The theme music of the film, played by Charles Dunworth

Fay Wray and Lionel Atwill had been in the successful film Doctor X the previous year, and had already wrapped up work on Mystery of the Wax Museum for Warner Bros. This was quite a large-scale release and would have a lengthy post-production process. Seeing a chance to exploit all the advance press, poverty row studio Majestic Pictures Inc. contracted Wray and Atwill for their own "quickie" horror film, rushing The Vampire Bat into production and releasing it in January 1933.

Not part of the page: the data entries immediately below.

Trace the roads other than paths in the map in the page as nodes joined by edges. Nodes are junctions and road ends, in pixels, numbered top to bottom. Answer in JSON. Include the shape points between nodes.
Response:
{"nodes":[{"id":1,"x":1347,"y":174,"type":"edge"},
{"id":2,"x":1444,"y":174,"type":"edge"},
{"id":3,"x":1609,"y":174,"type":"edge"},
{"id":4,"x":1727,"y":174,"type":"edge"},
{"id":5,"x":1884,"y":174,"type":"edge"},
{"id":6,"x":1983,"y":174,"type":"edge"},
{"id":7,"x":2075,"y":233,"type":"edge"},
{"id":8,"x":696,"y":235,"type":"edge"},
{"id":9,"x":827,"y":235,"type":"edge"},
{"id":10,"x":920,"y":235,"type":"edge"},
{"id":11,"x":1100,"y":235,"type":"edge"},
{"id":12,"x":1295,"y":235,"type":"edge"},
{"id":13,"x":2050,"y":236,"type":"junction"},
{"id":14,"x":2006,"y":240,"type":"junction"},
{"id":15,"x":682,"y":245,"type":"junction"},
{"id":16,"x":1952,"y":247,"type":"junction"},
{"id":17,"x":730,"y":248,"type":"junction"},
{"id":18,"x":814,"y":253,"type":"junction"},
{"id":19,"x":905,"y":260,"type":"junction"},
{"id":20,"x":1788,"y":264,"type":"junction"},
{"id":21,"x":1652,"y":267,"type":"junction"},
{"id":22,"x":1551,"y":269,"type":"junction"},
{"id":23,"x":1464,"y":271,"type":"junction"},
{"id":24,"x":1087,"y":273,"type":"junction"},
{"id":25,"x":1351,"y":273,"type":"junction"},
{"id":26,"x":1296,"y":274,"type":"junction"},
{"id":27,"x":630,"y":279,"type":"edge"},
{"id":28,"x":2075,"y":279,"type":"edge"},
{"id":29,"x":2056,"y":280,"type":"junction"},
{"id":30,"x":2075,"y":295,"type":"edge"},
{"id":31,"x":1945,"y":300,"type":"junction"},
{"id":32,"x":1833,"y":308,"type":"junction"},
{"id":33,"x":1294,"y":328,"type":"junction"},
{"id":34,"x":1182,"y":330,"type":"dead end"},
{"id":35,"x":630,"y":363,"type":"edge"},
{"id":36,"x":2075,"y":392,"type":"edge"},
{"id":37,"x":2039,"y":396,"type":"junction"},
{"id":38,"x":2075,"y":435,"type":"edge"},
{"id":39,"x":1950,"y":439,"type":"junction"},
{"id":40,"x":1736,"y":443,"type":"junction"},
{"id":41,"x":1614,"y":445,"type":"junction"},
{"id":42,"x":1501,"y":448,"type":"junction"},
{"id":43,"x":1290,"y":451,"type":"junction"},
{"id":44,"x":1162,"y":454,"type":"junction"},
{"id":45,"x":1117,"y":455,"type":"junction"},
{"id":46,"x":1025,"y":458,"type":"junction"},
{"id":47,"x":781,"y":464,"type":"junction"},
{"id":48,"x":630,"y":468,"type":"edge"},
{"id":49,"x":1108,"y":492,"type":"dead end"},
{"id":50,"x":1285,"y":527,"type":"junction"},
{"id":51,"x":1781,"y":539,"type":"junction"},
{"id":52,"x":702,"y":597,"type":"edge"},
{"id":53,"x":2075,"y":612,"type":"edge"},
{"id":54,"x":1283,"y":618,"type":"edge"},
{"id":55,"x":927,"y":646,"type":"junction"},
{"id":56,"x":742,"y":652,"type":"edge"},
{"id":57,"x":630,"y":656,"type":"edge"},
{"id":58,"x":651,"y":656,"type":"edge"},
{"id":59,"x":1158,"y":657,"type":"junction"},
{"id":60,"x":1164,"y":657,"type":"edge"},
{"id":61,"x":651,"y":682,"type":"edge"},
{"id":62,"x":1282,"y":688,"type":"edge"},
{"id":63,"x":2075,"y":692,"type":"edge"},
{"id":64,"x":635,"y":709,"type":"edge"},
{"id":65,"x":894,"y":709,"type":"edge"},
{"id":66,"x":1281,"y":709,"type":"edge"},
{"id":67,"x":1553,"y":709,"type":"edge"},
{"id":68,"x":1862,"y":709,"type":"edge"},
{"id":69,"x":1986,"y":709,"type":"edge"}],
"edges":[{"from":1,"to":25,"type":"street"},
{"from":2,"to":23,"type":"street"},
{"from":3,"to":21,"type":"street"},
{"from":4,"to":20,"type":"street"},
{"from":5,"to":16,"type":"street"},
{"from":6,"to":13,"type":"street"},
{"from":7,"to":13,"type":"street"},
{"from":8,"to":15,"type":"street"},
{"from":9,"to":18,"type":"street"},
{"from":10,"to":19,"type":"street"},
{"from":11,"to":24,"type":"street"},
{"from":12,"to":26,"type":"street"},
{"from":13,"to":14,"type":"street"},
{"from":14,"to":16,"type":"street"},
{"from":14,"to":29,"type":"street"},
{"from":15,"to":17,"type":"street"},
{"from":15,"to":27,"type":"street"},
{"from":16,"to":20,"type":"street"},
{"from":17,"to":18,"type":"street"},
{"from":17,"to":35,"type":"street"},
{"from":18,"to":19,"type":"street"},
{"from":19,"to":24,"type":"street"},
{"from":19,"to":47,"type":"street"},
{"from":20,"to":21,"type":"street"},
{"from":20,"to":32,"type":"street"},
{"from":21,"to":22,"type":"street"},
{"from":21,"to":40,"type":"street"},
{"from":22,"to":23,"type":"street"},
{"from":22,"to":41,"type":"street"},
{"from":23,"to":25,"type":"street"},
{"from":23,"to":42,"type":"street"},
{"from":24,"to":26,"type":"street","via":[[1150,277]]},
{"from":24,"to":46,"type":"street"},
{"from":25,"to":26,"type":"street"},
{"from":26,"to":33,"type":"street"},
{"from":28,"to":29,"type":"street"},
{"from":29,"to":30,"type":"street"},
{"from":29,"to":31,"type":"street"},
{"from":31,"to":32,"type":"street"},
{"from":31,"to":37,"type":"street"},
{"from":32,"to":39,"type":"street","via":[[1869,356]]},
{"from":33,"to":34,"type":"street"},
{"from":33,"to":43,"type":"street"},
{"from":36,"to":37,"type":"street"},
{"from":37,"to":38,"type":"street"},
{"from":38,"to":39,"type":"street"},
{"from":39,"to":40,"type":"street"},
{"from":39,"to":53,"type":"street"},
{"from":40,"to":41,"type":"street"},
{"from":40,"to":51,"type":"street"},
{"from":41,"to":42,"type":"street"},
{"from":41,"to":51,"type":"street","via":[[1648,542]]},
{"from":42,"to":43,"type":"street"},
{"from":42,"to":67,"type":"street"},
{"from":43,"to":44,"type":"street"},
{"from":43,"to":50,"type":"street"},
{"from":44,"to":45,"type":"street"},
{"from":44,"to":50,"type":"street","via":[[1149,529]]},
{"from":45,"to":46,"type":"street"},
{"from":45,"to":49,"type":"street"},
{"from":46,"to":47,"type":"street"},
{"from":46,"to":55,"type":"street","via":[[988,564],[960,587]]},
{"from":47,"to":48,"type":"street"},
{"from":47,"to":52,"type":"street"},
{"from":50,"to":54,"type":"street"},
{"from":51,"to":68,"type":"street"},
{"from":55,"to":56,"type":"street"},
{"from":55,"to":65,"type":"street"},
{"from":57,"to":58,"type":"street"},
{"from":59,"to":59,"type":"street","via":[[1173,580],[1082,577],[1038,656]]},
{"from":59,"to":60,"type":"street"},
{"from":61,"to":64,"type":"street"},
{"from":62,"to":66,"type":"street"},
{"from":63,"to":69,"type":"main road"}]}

Majestic Pictures had lower overheads than the larger studios, which were struggling at the time during the Great Depression. Part of the reason that The Vampire Bat looked almost as good as any Universal Pictures horror film is because Majestic leased James Whale's castoffs, the “German Village” backlot sets left over from Frankenstein (1931) and the interior sets from his film The Old Dark House (1932), plus some location shooting at Bronson Caves. Completing the illusion that this was a film from a much bigger studio, Majestic hired actor Dwight Frye to populate scenes with Wray and Atwill. A stock musical theme by Charles Dunworth, "Stealthy Footsteps", was used to accompany the opening credits.

The Vampire Bat ruse worked well for Majestic, which was able to rush the quickie film into theaters less than a month before Warner's release of Mystery of the Wax Museum. According to The Film Daily (January 10, 1933), the film's running time was 63 minutes, like most extant prints.